This question went unanswered for a while, but recently I was working on a similar error message.
TL; DR - User browser.visit instead of the .open () browser and pass a callback function to make sure the browser state is filled correctly.
You can do this in several ways:
- Use the static method Browser.visit ()
const Browser = require('zombie'); var url = 'https://stackoverflow.com' Browser.visit(url, function(error, browser) { browser.assert.text('title', 'Stack Overflow'); });
- Use instance method browser.visit ()
const Browser = require('zombie'); var url = 'https://stackoverflow.com' var browser = new Browser(); browser.visit(url, function() { browser.assert.text('title', 'Stack Overflow'); });
- Use the promise returned by the browser .visit ()

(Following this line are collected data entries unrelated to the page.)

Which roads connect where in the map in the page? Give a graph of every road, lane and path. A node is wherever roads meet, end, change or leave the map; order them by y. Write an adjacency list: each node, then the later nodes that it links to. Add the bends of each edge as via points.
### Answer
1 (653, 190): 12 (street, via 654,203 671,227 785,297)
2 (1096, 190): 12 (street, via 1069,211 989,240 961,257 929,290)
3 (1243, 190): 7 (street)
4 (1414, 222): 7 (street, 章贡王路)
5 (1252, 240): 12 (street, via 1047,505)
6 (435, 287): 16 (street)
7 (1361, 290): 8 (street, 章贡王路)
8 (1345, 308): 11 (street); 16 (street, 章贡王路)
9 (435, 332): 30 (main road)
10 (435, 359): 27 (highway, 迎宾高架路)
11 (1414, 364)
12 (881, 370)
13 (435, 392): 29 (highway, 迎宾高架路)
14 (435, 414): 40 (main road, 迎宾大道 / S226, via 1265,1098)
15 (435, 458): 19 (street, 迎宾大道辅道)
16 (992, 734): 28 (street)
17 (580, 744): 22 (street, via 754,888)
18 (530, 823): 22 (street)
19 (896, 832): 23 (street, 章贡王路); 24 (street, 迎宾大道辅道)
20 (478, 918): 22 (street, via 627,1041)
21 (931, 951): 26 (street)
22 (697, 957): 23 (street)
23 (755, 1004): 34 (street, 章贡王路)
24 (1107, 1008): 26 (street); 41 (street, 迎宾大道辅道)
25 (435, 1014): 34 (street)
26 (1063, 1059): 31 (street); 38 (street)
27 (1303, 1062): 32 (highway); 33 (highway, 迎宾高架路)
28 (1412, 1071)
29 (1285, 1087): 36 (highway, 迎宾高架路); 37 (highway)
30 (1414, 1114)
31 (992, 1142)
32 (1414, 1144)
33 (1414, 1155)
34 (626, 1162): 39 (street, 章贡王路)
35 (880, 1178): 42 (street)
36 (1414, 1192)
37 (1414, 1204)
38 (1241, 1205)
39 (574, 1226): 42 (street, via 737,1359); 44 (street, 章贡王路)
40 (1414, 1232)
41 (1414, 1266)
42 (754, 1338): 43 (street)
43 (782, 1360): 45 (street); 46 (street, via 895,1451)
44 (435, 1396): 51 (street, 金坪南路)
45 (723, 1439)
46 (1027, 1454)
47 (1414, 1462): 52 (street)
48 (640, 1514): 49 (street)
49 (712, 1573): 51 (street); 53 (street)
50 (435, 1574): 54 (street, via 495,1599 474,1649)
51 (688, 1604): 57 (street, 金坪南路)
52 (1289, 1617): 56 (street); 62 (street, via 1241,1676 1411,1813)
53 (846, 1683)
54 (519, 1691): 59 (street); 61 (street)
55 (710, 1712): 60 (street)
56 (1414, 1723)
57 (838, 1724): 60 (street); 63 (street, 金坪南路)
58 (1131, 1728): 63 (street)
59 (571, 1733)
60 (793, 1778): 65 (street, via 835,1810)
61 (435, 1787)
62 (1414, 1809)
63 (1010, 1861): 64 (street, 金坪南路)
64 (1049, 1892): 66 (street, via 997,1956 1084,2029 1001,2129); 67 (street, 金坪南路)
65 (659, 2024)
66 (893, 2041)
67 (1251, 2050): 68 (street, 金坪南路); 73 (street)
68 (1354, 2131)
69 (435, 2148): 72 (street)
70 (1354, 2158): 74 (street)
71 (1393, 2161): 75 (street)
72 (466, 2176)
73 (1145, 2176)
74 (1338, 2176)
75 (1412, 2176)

const Browser = require('zombie'); var url = 'https://stackoverflow.com' var browser = new Browser(); browser.visit(url).then(function() { browser.assert.text('title', 'Stack Overflow'); });
- If you want to reuse the browser object after the visit, pass the no-op callback to browser.visit () to ensure that the state of the browser is populated.

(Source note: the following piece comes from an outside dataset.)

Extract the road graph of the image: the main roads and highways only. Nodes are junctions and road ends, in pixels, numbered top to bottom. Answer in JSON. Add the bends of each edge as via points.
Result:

const Browser = require('zombie'); var url = 'https://stackoverflow.com' var browser = new Browser(); browser.visit(url, function(){});
The browser.open () method opens a new browser tab and accepts a JavaScript object containing the url property, so the source code had a syntax error, line
browser.open(url=url)
must read
browser.open({url: url})
but it is unclear whether the open method really makes the new tab a visit to the URL — at least not from a fluent read through the source. Use browser.visit () to be safe.